Corruptela I
Tadinho do Zé da Cruz! Pai zeloso de uma penca de filhos e filhas, criou a todos com o suor de seu ofício: chaveiro.
Ensinou aos varões, todos os segredos da profissão que aliás, era cargo de confiança para os seus clientes, pois ele detinha todos os segredos das fechaduras, cadeados e cofres das residências da cidade. Homem honesto às extremas, transmitiu a mesma virtude aos seus rebentos, mas como os dedos das mãos não são iguais, há sempre um que sai degenerado. E foi o caçula, Tiago, que sentou nódoa na reputação ilibada do pai, usando seu talento para o mau.
Entrava nas casas alheias, no baixa calado, na ausência dos moradores e pilhava os cofres dos incautos. Logo foi apanhado em flagrante delito de ladroagem por uma idosa pensionista, viúva de um importante desembargador da região. A polícia logo botou as mãos nele, mas no percurso para a delegacia, ele se safou num zás-trás das algemas e abriu por dentro a porta de trás do camburão e picou a mula no cerrado. Conseguiram recapturá-lo dias depois e o botaram no xilindró, mas o fujão não pernoitou na cadeia. Tiago da Cruz, na calada da noite, destrancou a porta da cela e cascou o fora e com ele, os companheiros de cárcere. E assim foi uma série de prende-e-foge nos dias subsequentes, a ponto desta saga ganhar notoriedade por todos os cantos daquele interior. A fama de fujão de Tiago da Cruz repercutiu por todas as bandas, chegando até mesmo à capital. As proezas do jovem lalau serviam de comparação aos fatos corriqueiros nas propriedades rurais daquelas cercanias.
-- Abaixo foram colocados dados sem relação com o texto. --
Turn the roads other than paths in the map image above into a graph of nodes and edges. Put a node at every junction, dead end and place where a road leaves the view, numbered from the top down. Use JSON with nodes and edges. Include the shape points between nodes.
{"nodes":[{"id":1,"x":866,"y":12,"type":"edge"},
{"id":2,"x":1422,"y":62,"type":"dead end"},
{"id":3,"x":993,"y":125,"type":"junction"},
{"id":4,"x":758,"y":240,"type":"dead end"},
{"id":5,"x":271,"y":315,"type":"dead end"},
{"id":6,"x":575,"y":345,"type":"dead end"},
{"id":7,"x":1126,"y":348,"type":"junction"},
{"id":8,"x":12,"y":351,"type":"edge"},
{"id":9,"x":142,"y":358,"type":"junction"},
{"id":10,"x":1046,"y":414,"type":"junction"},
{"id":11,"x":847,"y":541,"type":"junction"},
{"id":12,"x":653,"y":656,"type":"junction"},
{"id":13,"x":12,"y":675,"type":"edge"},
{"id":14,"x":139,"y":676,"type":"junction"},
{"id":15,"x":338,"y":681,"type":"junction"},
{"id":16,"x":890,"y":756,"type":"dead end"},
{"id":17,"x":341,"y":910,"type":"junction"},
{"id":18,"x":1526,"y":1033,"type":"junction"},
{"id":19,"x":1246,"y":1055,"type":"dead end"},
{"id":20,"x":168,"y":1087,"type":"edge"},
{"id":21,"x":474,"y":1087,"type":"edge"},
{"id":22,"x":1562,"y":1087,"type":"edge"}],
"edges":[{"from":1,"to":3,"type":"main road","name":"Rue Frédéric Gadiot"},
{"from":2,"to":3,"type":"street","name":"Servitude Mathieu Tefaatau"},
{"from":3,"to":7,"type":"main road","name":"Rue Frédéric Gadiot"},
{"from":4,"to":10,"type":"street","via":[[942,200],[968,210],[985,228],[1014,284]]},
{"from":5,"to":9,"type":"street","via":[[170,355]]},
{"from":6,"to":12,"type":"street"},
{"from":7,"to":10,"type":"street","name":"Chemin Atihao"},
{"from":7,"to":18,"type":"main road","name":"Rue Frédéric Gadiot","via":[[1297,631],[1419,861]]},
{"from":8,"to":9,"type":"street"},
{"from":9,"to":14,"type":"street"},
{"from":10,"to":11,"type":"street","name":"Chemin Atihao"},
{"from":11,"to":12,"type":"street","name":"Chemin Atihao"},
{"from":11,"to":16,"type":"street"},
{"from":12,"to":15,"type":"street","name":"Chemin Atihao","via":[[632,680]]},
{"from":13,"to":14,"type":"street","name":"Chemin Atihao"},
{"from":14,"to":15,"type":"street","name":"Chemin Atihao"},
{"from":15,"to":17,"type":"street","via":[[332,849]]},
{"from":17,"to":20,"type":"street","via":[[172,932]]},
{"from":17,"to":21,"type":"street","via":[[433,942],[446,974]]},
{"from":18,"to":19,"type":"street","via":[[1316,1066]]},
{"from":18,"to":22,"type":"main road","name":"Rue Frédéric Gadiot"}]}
Quando um garrote, uma novilha, um burrego, um gado qualquer, teimava em fugir várias vezes do cercado ou do curral, logo diziam:
- Esse danado tá fugindo mais do que o Tiago da Cruz!
E assim, a corruptela popular se encarregou de (des)ajustar a frase original:
- Esse danado tá fugindo mais do que o "diabo da cruz"!